As we look toward the future of cryptocurrency, a notable trend is emerging: major technology companies are preparing to launch their own crypto wallets in 2026. This move indicates a deeper commitment to blockchain technology and aligns with the increasing exploration of blockchain infrastructure by Big Tech and Fortune 100 firms.
Haseeb Qureshi, managing partner at Dragonfly, suggests that this shift is just the beginning of a larger trend towards blockchain adoption, particularly in sectors such as payments, custody, and settlement. With such initiatives on the horizon, the crypto landscape could be set for dramatic changes.
Bitcoin Price Expected to Reach $150,000 by 2026
Qureshi has offered an optimistic forecast for Bitcoin’s future, projecting that its price could skyrocket to $150,000 by the end of 2026. Interestingly, he also anticipates a decline in Bitcoin’s market dominance over this period. Despite an increasing integration of blockchain technology into traditional financial systems, Bitcoin might occupy a smaller portion of the market yet still experience substantial price appreciation.
In a recent tweet, Qureshi elaborated on this outlook, stating, “It’s that time again – as 2025 comes to a close, it’s time to drop 2026 predictions.” He emphasized that while Bitcoin could exceed the $150k mark, a decline in its dominance is expected. This perspective marks a contrast to other forecasts, such as those from Galaxy Digital, which have chosen to remain ambiguous due to prevailing global economic uncertainties.
Qureshi’s confidence in Bitcoin’s potential growth reflects his belief that its rising price will serve as a critical catalyst for the broader cryptocurrency ecosystem. He remarked, “Bitcoin’s role in the market will evolve, but its price will likely hit new highs as adoption increases.”

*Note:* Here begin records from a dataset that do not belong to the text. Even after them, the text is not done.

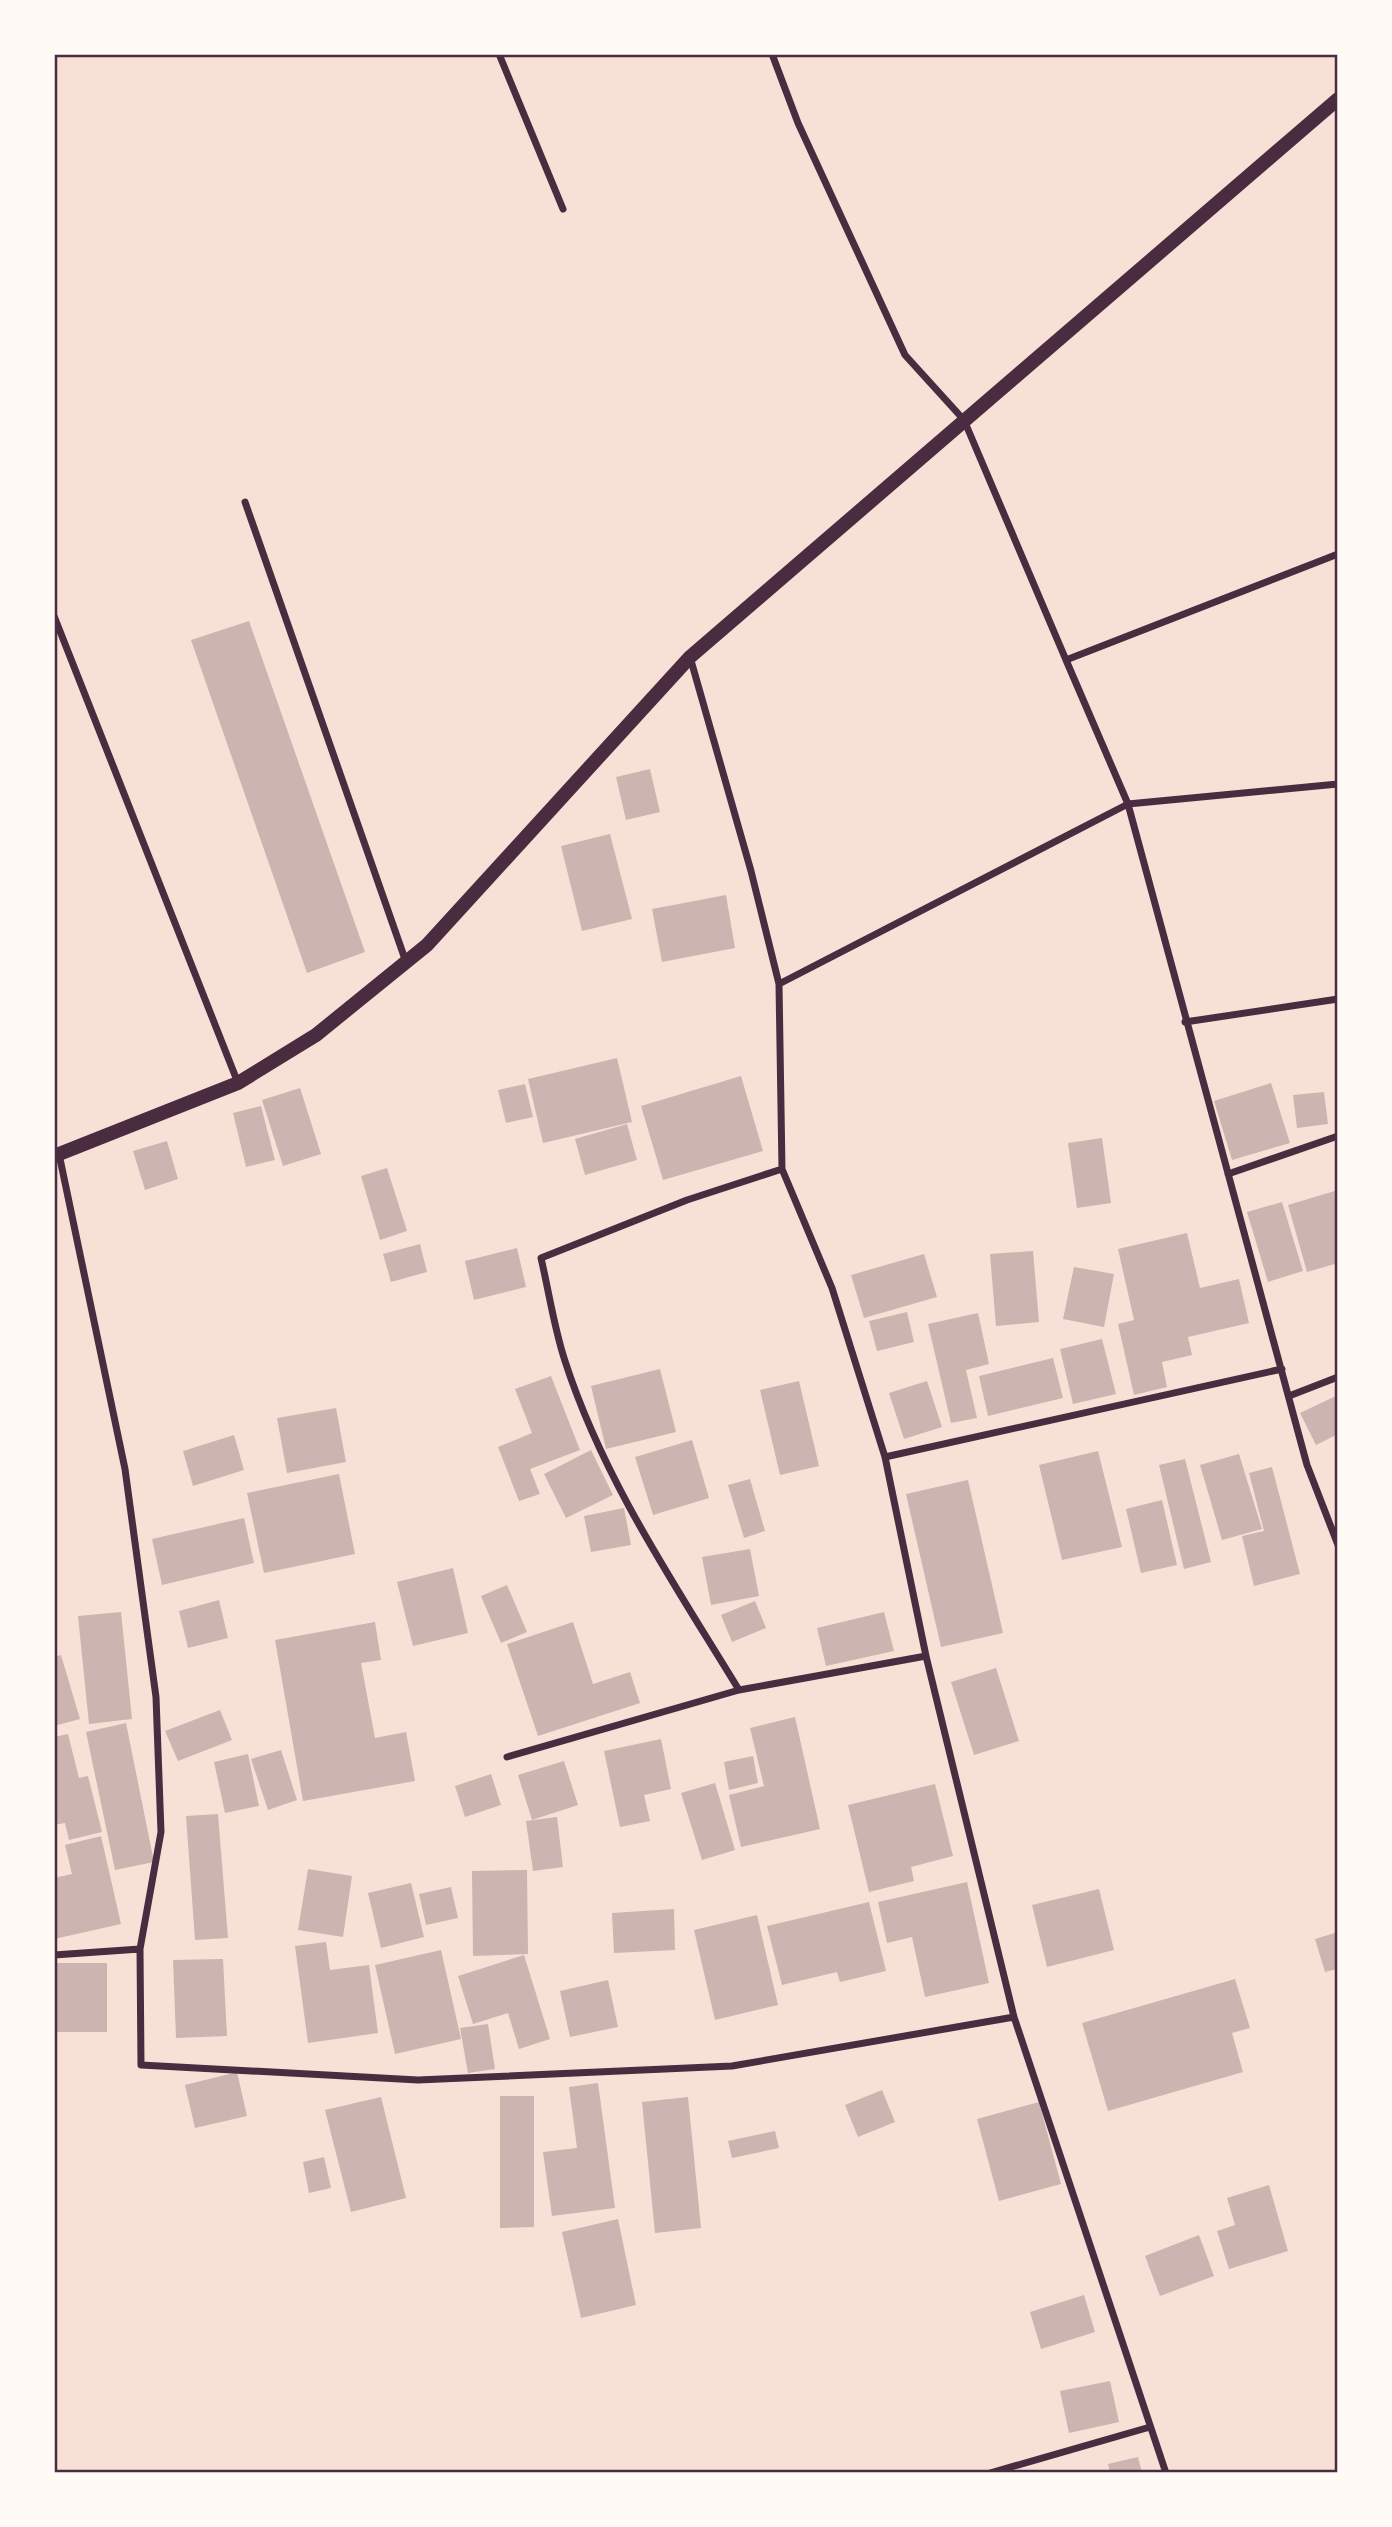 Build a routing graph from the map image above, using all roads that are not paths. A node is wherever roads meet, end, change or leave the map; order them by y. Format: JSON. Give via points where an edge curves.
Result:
{"nodes":[{"id":1,"x":499,"y":54,"type":"edge"},
{"id":2,"x":772,"y":54,"type":"edge"},
{"id":3,"x":1338,"y":99,"type":"edge"},
{"id":4,"x":563,"y":209,"type":"dead end"},
{"id":5,"x":964,"y":420,"type":"junction"},
{"id":6,"x":245,"y":502,"type":"dead end"},
{"id":7,"x":1338,"y":554,"type":"edge"},
{"id":8,"x":54,"y":616,"type":"edge"},
{"id":9,"x":690,"y":657,"type":"junction"},
{"id":10,"x":1066,"y":660,"type":"junction"},
{"id":11,"x":1338,"y":784,"type":"edge"},
{"id":12,"x":1128,"y":804,"type":"junction"},
{"id":13,"x":406,"y":962,"type":"junction"},
{"id":14,"x":779,"y":984,"type":"junction"},
{"id":15,"x":1338,"y":999,"type":"edge"},
{"id":16,"x":1185,"y":1023,"type":"junction"},
{"id":17,"x":238,"y":1083,"type":"junction"},
{"id":18,"x":1338,"y":1136,"type":"edge"},
{"id":19,"x":57,"y":1155,"type":"edge"},
{"id":20,"x":782,"y":1169,"type":"junction"},
{"id":21,"x":1228,"y":1174,"type":"junction"},
{"id":22,"x":1282,"y":1369,"type":"junction"},
{"id":23,"x":1338,"y":1377,"type":"edge"},
{"id":24,"x":1289,"y":1396,"type":"junction"},
{"id":25,"x":885,"y":1457,"type":"junction"},
{"id":26,"x":1338,"y":1545,"type":"edge"},
{"id":27,"x":926,"y":1656,"type":"junction"},
{"id":28,"x":739,"y":1690,"type":"junction"},
{"id":29,"x":507,"y":1757,"type":"dead end"},
{"id":30,"x":139,"y":1949,"type":"junction"},
{"id":31,"x":54,"y":1955,"type":"edge"},
{"id":32,"x":1014,"y":2017,"type":"junction"},
{"id":33,"x":1150,"y":2427,"type":"junction"},
{"id":34,"x":990,"y":2473,"type":"edge"},
{"id":35,"x":1167,"y":2473,"type":"edge"}],
"edges":[{"from":1,"to":4,"type":"street"},
{"from":2,"to":5,"type":"street","via":[[798,123],[905,355]]},
{"from":3,"to":5,"type":"main road"},
{"from":5,"to":9,"type":"main road"},
{"from":5,"to":10,"type":"street"},
{"from":6,"to":13,"type":"street"},
{"from":7,"to":10,"type":"street"},
{"from":8,"to":17,"type":"street"},
{"from":9,"to":13,"type":"main road","via":[[427,945]]},
{"from":9,"to":14,"type":"street"},
{"from":10,"to":12,"type":"street"},
{"from":11,"to":12,"type":"street"},
{"from":12,"to":14,"type":"street"},
{"from":12,"to":16,"type":"street"},
{"from":13,"to":17,"type":"main road","via":[[316,1035]]},
{"from":14,"to":20,"type":"street"},
{"from":15,"to":16,"type":"street"},
{"from":16,"to":21,"type":"street"},
{"from":17,"to":19,"type":"main road"},
{"from":18,"to":21,"type":"street"},
{"from":19,"to":30,"type":"street","via":[[125,1469],[156,1697],[161,1832]]},
{"from":20,"to":25,"type":"street","via":[[832,1288]]},
{"from":20,"to":28,"type":"street","via":[[687,1200],[541,1258],[565,1361],[607,1463]]},
{"from":21,"to":22,"type":"street"},
{"from":22,"to":24,"type":"street"},
{"from":22,"to":25,"type":"street"},
{"from":23,"to":24,"type":"street"},
{"from":24,"to":26,"type":"street","via":[[1307,1465]]},
{"from":25,"to":27,"type":"street"},
{"from":27,"to":28,"type":"street"},
{"from":27,"to":32,"type":"street"},
{"from":28,"to":29,"type":"street"},
{"from":30,"to":31,"type":"street"},
{"from":30,"to":32,"type":"street","via":[[141,2065],[418,2080],[732,2066]]},
{"from":32,"to":33,"type":"street"},
{"from":33,"to":34,"type":"street"},
{"from":33,"to":35,"type":"street"}]} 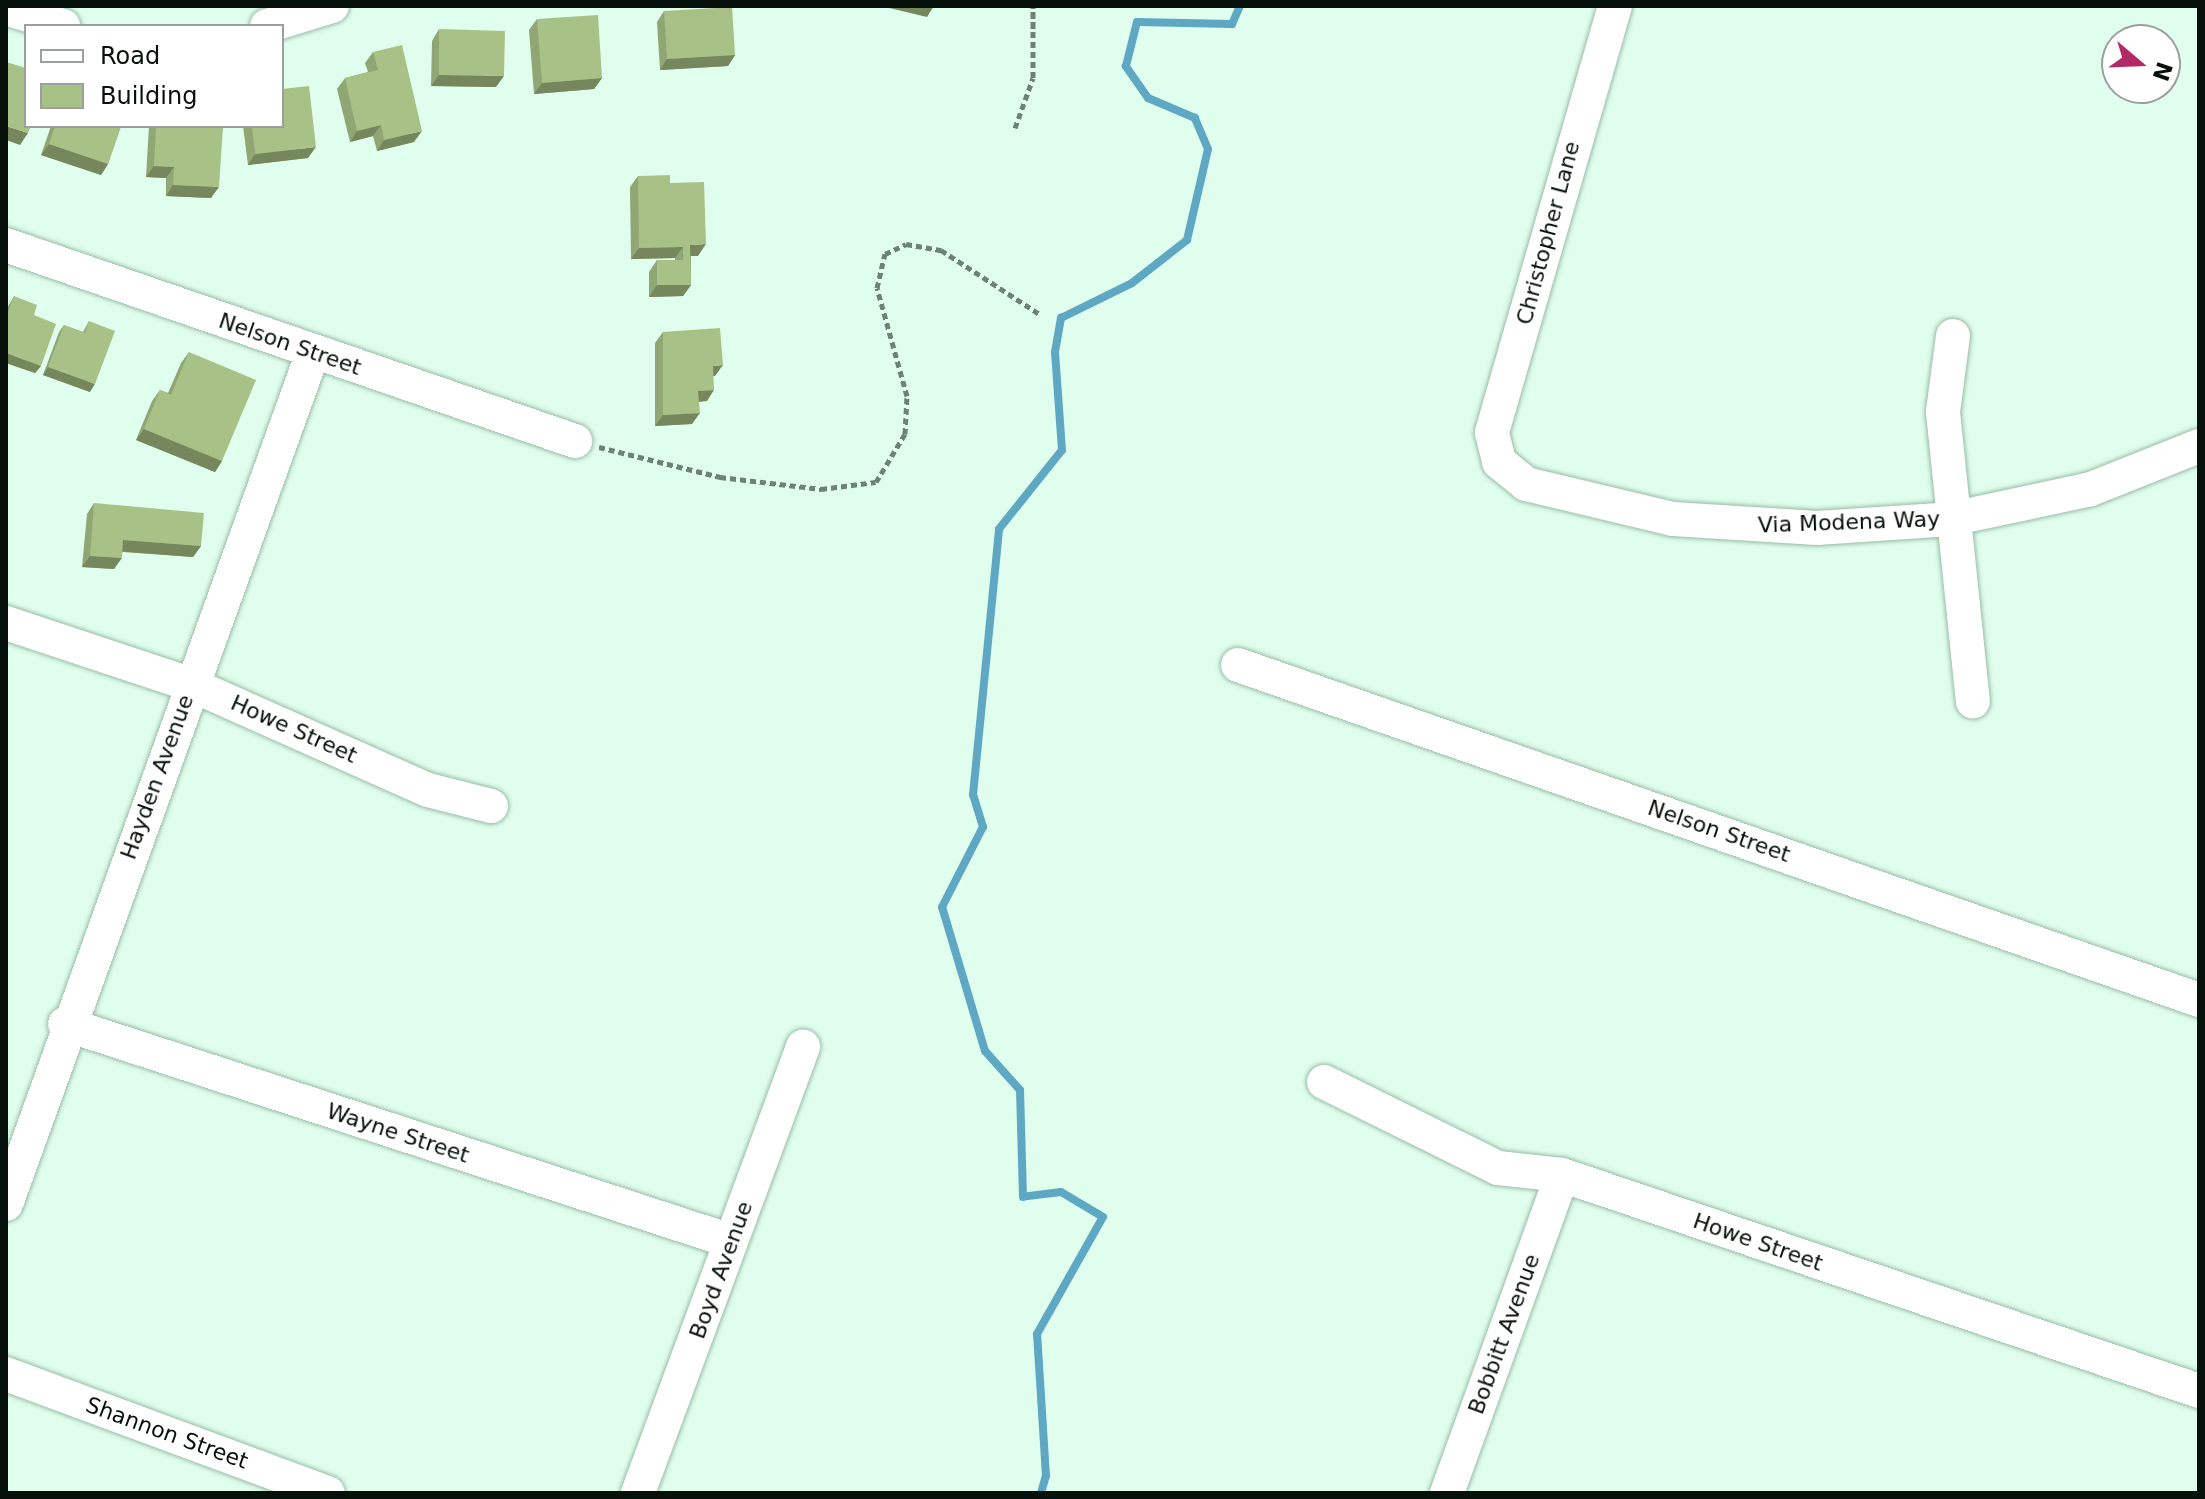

Growing Stablecoin Market to Reach $500 Billion
The stablecoin market, currently valued at $312 billion, is also positioned for rapid growth, with predictions indicating it could inflate to approximately $500 billion by 2026. Qureshi expects that with new players entering the market, Tether (USDT), which presently holds a dominant share, will see its influence diminish to around 55% as competition intensifies.
This influx of stablecoins highlights a growing interest in cryptocurrencies as viable alternatives to traditional fiat currencies. As the market diversifies, stablecoins will likely play a crucial role in mainstream cryptocurrency adoption.
Major Tech Firms and the Rise of Blockchain Integration
The push from major tech firms to delve into blockchain technology does not stop at wallets; these entities are exploring both public and private blockchain networks to develop controlled ecosystems that integrate seamlessly with existing financial frameworks.
Qureshi notes that fintech companies are increasingly focused on creating their own permissioned blockchains and leveraging tools like OP Stack, Orbit, and ZK Stack. However, he is skeptical about their ability to compete with established public blockchains like Ethereum and Solana, which have already cemented their dominance through user adoption and liquidity.